DATA UNDER STUDY

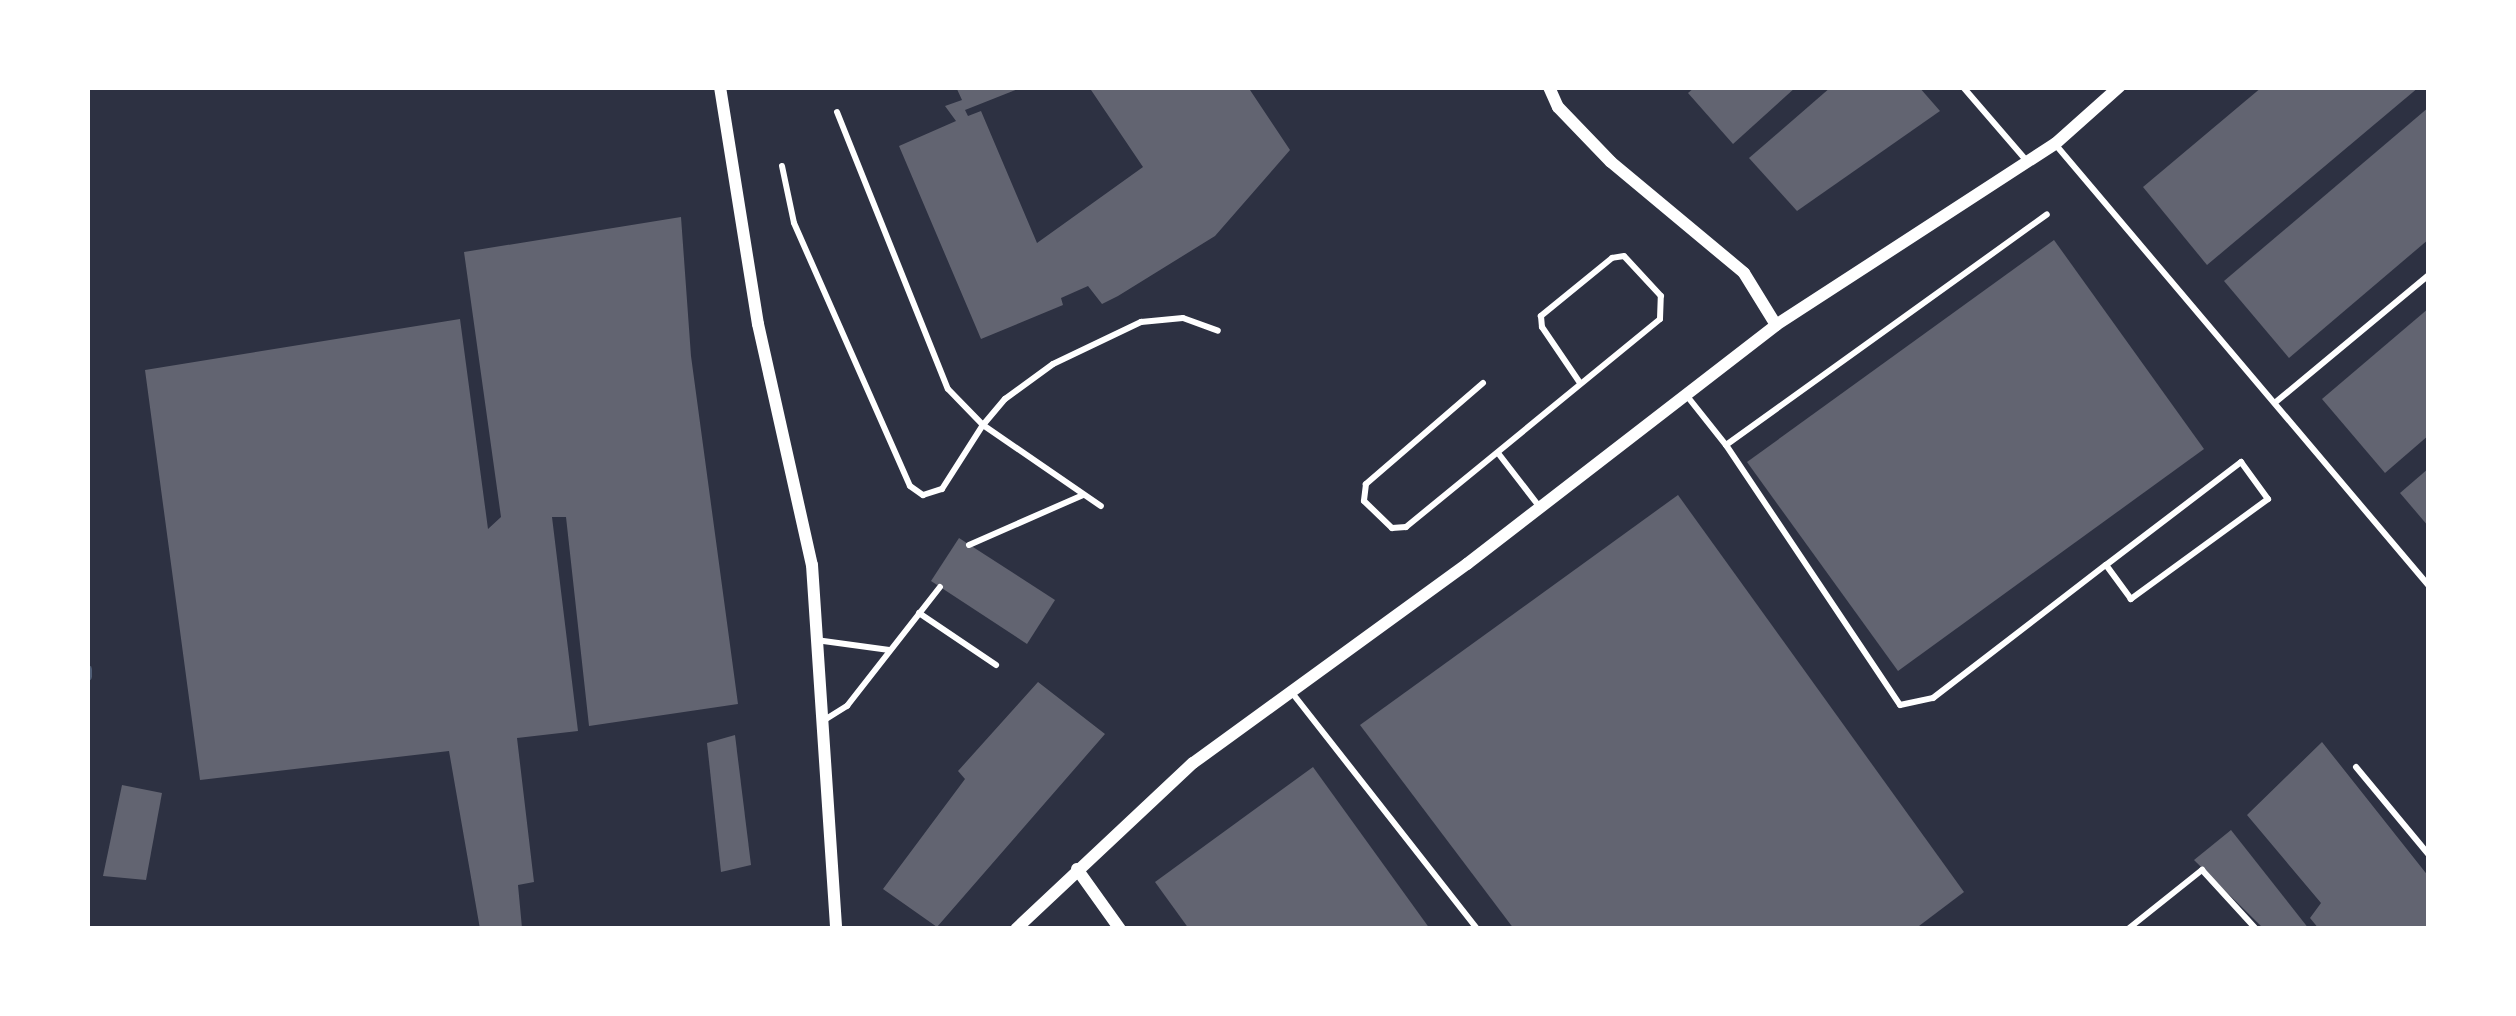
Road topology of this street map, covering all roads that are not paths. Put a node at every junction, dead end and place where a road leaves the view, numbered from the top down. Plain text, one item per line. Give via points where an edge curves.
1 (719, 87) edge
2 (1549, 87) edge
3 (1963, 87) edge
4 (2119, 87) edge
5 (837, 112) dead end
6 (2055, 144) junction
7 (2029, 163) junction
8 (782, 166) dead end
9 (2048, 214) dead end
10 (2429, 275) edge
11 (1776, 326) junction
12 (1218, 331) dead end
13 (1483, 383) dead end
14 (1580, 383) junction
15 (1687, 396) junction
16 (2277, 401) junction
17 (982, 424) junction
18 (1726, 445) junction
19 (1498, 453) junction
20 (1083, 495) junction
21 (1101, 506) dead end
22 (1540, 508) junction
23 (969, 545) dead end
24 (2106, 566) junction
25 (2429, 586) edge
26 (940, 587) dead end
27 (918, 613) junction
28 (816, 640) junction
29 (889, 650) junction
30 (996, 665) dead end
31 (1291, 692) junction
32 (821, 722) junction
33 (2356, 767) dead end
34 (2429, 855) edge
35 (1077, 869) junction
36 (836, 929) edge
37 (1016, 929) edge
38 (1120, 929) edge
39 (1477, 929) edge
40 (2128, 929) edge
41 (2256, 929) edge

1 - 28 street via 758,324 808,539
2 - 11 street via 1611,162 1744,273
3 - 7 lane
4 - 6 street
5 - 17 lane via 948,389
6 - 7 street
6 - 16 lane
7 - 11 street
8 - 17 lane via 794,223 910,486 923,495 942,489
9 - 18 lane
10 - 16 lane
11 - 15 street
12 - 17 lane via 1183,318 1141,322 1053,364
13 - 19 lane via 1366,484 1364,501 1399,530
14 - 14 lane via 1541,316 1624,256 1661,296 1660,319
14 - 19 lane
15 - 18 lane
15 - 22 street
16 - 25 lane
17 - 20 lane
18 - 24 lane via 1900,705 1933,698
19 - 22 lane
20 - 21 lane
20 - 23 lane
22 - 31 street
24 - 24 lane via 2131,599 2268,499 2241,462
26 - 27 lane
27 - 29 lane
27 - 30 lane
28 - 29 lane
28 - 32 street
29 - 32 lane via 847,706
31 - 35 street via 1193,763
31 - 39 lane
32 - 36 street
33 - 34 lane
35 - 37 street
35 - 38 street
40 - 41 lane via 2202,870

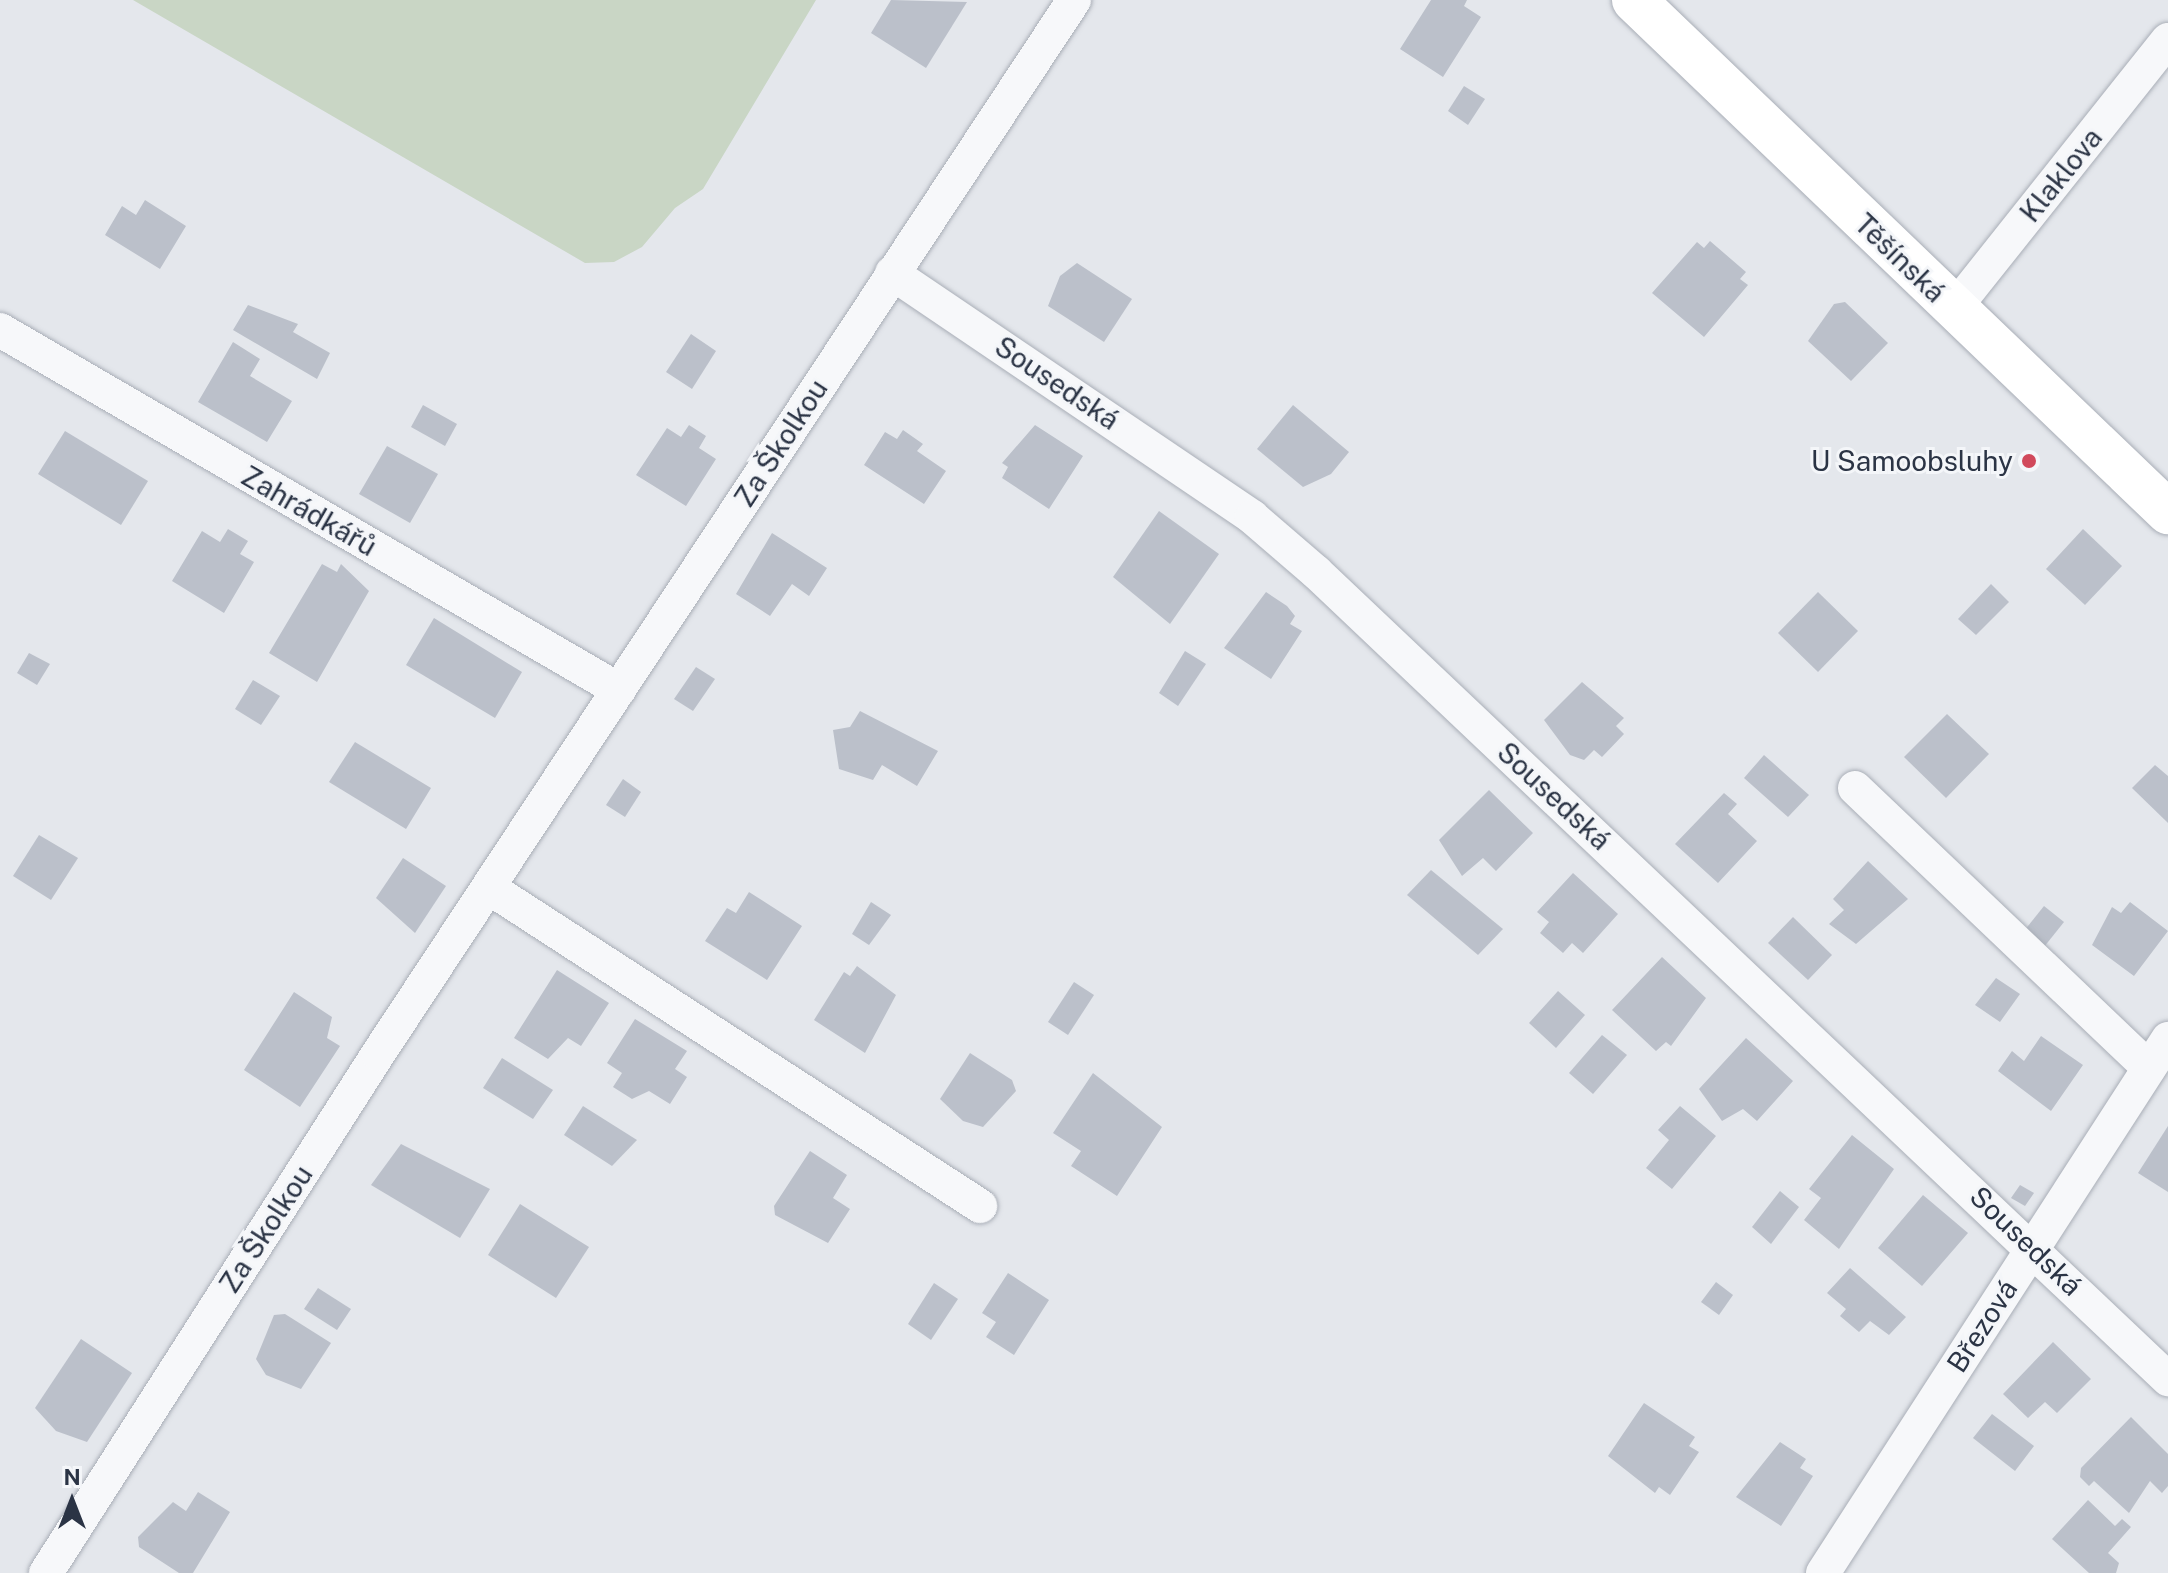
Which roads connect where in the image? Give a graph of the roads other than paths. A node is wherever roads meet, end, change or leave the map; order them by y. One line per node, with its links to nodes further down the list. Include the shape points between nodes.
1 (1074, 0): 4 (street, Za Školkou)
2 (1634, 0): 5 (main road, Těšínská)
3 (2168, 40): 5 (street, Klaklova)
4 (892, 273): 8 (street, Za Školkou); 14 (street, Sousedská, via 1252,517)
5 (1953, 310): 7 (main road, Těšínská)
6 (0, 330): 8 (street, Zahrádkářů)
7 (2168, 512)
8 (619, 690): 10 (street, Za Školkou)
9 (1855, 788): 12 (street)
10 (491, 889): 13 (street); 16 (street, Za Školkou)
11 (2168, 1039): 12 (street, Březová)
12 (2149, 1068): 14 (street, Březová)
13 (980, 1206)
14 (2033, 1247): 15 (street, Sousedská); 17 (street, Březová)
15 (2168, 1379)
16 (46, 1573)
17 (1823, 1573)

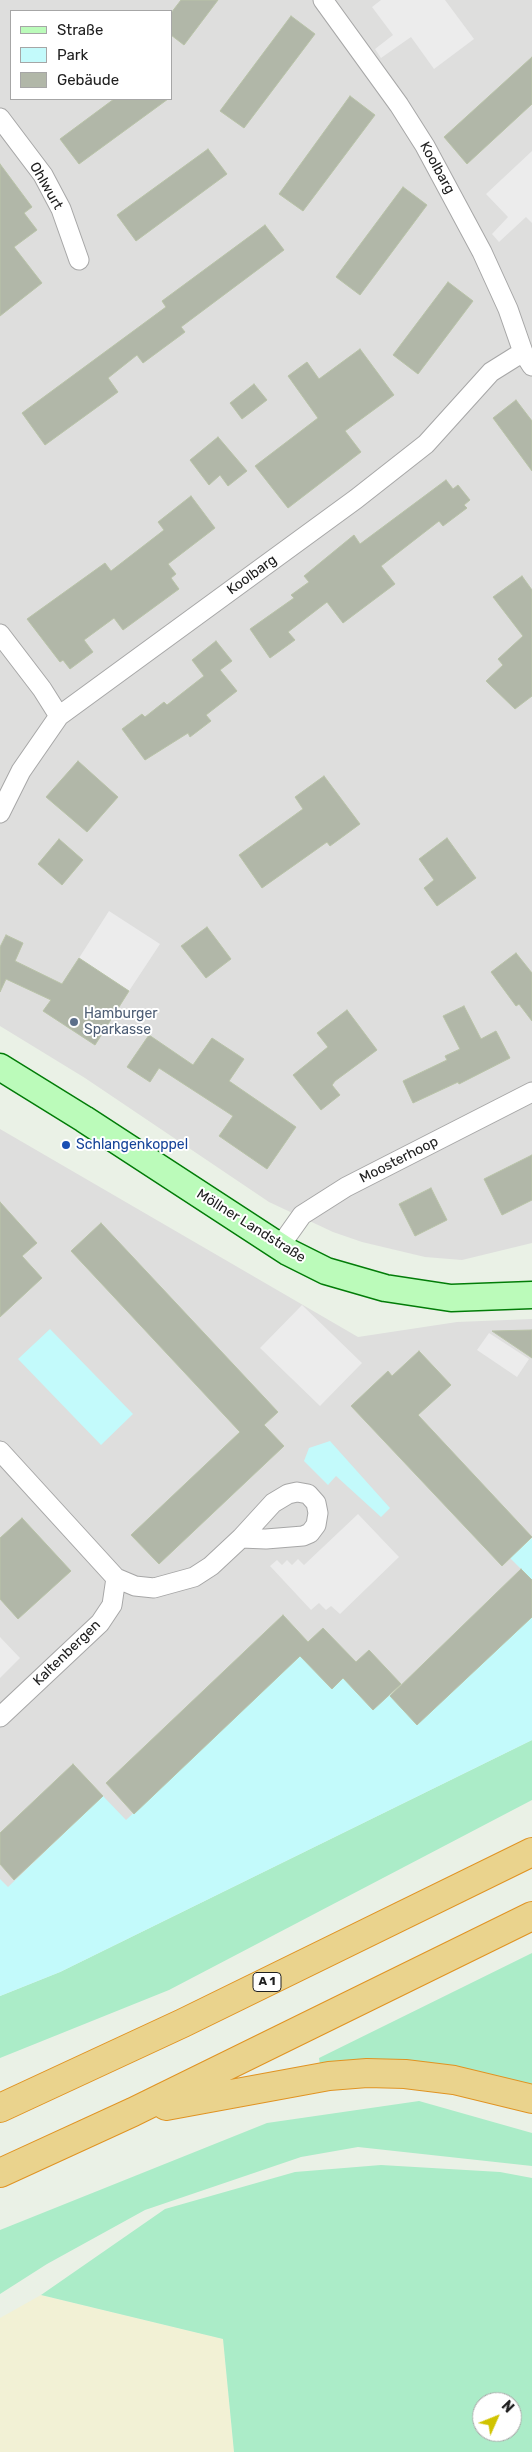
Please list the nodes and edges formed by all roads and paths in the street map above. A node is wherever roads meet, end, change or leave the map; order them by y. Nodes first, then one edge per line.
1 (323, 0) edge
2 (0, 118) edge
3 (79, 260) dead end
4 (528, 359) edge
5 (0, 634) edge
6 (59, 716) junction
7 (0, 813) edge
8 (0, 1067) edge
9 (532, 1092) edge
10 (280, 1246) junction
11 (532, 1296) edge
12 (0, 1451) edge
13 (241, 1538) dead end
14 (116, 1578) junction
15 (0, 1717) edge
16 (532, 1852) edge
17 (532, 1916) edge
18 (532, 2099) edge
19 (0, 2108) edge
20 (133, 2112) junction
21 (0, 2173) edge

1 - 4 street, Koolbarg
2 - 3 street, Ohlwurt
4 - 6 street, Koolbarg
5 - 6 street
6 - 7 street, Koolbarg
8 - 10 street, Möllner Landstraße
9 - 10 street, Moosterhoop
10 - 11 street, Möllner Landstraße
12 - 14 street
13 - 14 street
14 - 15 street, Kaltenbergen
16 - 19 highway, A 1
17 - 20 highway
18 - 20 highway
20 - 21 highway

EXERCISE DESCRIPTION
Copy the data exactly. Pictures do not belong in the copy.

WRITTEN REPLY
Road topology of this street map, covering all roads that are not paths. Put a node at every junction, dead end and place where a road leaves the view, numbered from the top down. Plain text, one item per line. Give via points where an edge curves.
1 (719, 87) edge
2 (1549, 87) edge
3 (1963, 87) edge
4 (2119, 87) edge
5 (837, 112) dead end
6 (2055, 144) junction
7 (2029, 163) junction
8 (782, 166) dead end
9 (2048, 214) dead end
10 (2429, 275) edge
11 (1776, 326) junction
12 (1218, 331) dead end
13 (1483, 383) dead end
14 (1580, 383) junction
15 (1687, 396) junction
16 (2277, 401) junction
17 (982, 424) junction
18 (1726, 445) junction
19 (1498, 453) junction
20 (1083, 495) junction
21 (1101, 506) dead end
22 (1540, 508) junction
23 (969, 545) dead end
24 (2106, 566) junction
25 (2429, 586) edge
26 (940, 587) dead end
27 (918, 613) junction
28 (816, 640) junction
29 (889, 650) junction
30 (996, 665) dead end
31 (1291, 692) junction
32 (821, 722) junction
33 (2356, 767) dead end
34 (2429, 855) edge
35 (1077, 869) junction
36 (836, 929) edge
37 (1016, 929) edge
38 (1120, 929) edge
39 (1477, 929) edge
40 (2128, 929) edge
41 (2256, 929) edge

1 - 28 street via 758,324 808,539
2 - 11 street via 1611,162 1744,273
3 - 7 lane
4 - 6 street
5 - 17 lane via 948,389
6 - 7 street
6 - 16 lane
7 - 11 street
8 - 17 lane via 794,223 910,486 923,495 942,489
9 - 18 lane
10 - 16 lane
11 - 15 street
12 - 17 lane via 1183,318 1141,322 1053,364
13 - 19 lane via 1366,484 1364,501 1399,530
14 - 14 lane via 1541,316 1624,256 1661,296 1660,319
14 - 19 lane
15 - 18 lane
15 - 22 street
16 - 25 lane
17 - 20 lane
18 - 24 lane via 1900,705 1933,698
19 - 22 lane
20 - 21 lane
20 - 23 lane
22 - 31 street
24 - 24 lane via 2131,599 2268,499 2241,462
26 - 27 lane
27 - 29 lane
27 - 30 lane
28 - 29 lane
28 - 32 street
29 - 32 lane via 847,706
31 - 35 street via 1193,763
31 - 39 lane
32 - 36 street
33 - 34 lane
35 - 37 street
35 - 38 street
40 - 41 lane via 2202,870

Which roads connect where in the image? Give a graph of the roads other than paths. A node is wherever roads meet, end, change or leave the map; order them by y. One line per node, with its links to nodes further down the list. Include the shape points between nodes.
1 (1074, 0): 4 (street, Za Školkou)
2 (1634, 0): 5 (main road, Těšínská)
3 (2168, 40): 5 (street, Klaklova)
4 (892, 273): 8 (street, Za Školkou); 14 (street, Sousedská, via 1252,517)
5 (1953, 310): 7 (main road, Těšínská)
6 (0, 330): 8 (street, Zahrádkářů)
7 (2168, 512)
8 (619, 690): 10 (street, Za Školkou)
9 (1855, 788): 12 (street)
10 (491, 889): 13 (street); 16 (street, Za Školkou)
11 (2168, 1039): 12 (street, Březová)
12 (2149, 1068): 14 (street, Březová)
13 (980, 1206)
14 (2033, 1247): 15 (street, Sousedská); 17 (street, Březová)
15 (2168, 1379)
16 (46, 1573)
17 (1823, 1573)

Please list the nodes and edges formed by all roads and paths in the street map above. A node is wherever roads meet, end, change or leave the map; order them by y. Nodes first, then one edge per line.
1 (323, 0) edge
2 (0, 118) edge
3 (79, 260) dead end
4 (528, 359) edge
5 (0, 634) edge
6 (59, 716) junction
7 (0, 813) edge
8 (0, 1067) edge
9 (532, 1092) edge
10 (280, 1246) junction
11 (532, 1296) edge
12 (0, 1451) edge
13 (241, 1538) dead end
14 (116, 1578) junction
15 (0, 1717) edge
16 (532, 1852) edge
17 (532, 1916) edge
18 (532, 2099) edge
19 (0, 2108) edge
20 (133, 2112) junction
21 (0, 2173) edge

1 - 4 street, Koolbarg
2 - 3 street, Ohlwurt
4 - 6 street, Koolbarg
5 - 6 street
6 - 7 street, Koolbarg
8 - 10 street, Möllner Landstraße
9 - 10 street, Moosterhoop
10 - 11 street, Möllner Landstraße
12 - 14 street
13 - 14 street
14 - 15 street, Kaltenbergen
16 - 19 highway, A 1
17 - 20 highway
18 - 20 highway
20 - 21 highway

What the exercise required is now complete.